Lu par… Anne

Trois moustaches bogdanoviennes
Au cœur du nouveau roman d’Hubert Haddad, auteur prolifique et lyrique, une idée suffisamment absurde pour être plausible : Damya, danseuse prometteuse fauchée en vol par les attentats de novembre 2015, est recrutée pour déambuler dans les rues de Paris à la recherche de potentiels figurants qu’une maigreur hâve rendrait éligible au rôle de déportés juifs libérés des camps.
C’est moyen. Flegmatiques, nous levons un sourcil circonspect. Ce n’est que le début.
Avant le drame, Damya était littéralement la chose d’un metteur en scène forcément mégalo, forcément épris de lui-même, de sa fonction et de son rôle de pygmalion. Damya n’est pas une personne mais une glaise molle qu’il façonne à sa guise pour coller à sa vision de Galathée.
Un peu facile comme conception de la création et de la danse, le second sourcil rejoint le premier dans une expression d’agacement figée, le troisième jumeau Bogdanov, c’est nous.

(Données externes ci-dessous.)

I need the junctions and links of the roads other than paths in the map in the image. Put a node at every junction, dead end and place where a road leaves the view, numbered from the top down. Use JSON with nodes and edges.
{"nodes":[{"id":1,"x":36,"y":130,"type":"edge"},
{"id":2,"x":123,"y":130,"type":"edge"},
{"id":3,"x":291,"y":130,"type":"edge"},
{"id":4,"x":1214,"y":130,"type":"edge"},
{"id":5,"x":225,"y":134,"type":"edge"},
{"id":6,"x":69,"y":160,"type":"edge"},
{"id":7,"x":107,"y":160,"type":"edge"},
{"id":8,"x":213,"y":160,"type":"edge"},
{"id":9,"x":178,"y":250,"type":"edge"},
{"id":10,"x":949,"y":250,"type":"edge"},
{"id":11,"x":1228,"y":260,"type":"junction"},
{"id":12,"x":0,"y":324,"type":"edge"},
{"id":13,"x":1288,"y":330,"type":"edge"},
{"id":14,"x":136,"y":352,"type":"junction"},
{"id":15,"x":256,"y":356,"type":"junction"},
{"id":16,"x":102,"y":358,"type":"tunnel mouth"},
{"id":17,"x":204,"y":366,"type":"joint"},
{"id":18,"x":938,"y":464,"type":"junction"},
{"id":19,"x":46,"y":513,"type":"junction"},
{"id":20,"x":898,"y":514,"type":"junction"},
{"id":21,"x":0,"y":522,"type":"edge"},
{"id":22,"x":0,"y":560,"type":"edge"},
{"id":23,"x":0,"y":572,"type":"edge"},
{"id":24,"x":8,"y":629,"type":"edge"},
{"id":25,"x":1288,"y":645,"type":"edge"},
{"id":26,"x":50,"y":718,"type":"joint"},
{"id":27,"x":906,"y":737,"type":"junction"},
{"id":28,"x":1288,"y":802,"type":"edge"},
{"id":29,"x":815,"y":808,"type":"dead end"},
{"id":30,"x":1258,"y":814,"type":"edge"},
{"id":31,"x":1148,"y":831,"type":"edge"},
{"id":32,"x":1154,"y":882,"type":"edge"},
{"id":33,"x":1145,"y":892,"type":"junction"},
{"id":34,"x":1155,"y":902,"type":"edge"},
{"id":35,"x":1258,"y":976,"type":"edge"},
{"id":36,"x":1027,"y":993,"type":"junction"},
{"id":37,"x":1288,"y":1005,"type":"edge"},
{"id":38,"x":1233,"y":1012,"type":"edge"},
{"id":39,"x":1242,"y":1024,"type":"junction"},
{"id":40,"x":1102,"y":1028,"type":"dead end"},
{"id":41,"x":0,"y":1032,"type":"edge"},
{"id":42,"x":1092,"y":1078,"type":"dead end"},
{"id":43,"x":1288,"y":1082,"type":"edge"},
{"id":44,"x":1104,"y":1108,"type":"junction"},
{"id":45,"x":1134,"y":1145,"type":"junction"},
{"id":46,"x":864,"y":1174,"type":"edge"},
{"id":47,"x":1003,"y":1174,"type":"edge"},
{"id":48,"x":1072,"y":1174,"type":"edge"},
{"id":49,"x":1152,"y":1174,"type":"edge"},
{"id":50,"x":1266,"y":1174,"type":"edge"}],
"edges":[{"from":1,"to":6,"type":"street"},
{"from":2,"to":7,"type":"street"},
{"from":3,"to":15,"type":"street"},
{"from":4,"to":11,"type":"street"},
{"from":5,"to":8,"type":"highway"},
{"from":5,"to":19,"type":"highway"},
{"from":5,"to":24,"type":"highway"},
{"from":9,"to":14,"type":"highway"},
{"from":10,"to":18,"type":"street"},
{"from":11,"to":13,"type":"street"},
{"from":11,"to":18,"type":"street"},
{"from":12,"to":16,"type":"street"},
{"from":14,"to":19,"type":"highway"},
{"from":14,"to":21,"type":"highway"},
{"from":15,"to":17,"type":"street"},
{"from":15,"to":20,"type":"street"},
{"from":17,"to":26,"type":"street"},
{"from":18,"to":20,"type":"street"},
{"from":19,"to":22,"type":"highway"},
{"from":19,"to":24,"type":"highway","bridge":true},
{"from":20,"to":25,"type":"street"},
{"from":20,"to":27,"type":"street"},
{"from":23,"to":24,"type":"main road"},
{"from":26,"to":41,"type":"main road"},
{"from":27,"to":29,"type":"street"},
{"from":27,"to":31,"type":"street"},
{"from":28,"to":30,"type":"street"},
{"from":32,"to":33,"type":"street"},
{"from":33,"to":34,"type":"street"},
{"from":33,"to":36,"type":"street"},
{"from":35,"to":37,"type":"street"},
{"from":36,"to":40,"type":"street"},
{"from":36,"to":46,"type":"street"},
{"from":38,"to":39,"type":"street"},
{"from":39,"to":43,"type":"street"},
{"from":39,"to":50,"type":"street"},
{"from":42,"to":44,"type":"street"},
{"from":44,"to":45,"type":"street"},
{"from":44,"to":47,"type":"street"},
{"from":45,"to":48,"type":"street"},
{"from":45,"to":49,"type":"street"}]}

Ça devient franchement croquignole quand on apprend que Damya s’est certes retrouvée victime de l’attentat du Carillon mais pas par hasard : elle attendait en fait l’un des assassins qui lui avait donné rendez-vous là après avoir fauté avec elle la veille au soir entre deux voitures. Même les pires salauds ont droit de l’amour d’une Pénélope qui les attend en terrasse, et les djihadistes c’est franchement plus ce que c’était.
Gêne. Rire.
Casting sauvage a donc beaucoup de raisons d’être considéré comme super raté, sans parler de l’écriture précieuse à l’excès, parfois si lyrique qu’on en mal au René Char.
Pourtant… Difficile de faire preuve de toute la cruauté exigée par notre président qui nous exhorte inlassablement à « être méchant parce que c’est drôle, ça fait du like, ça fait du buzz« . L’objet du roman est manifestement un prétexte pour célébrer Paris et sa diversité, et donne lieu à de jolis portraits de citadins cabossés. Une version un peu chic, un peu intello, un peu maline d’Anna Gavalda, avec de beaux morceaux de littérature dedans, abstraction faite des envolées poétiques ad nauseam. Dommage qu’Hub ait péché par excès de zèle. Tel un Rocco Siffredi de la littérature, il a voulu trop en mettre*.

Difficile d’illustrer cette critique sans déraper, on se contentera de la couverture
*Dans le doute un copyright d’honneur est attribué à notre président pour cette blague souvent employée, jamais éculée.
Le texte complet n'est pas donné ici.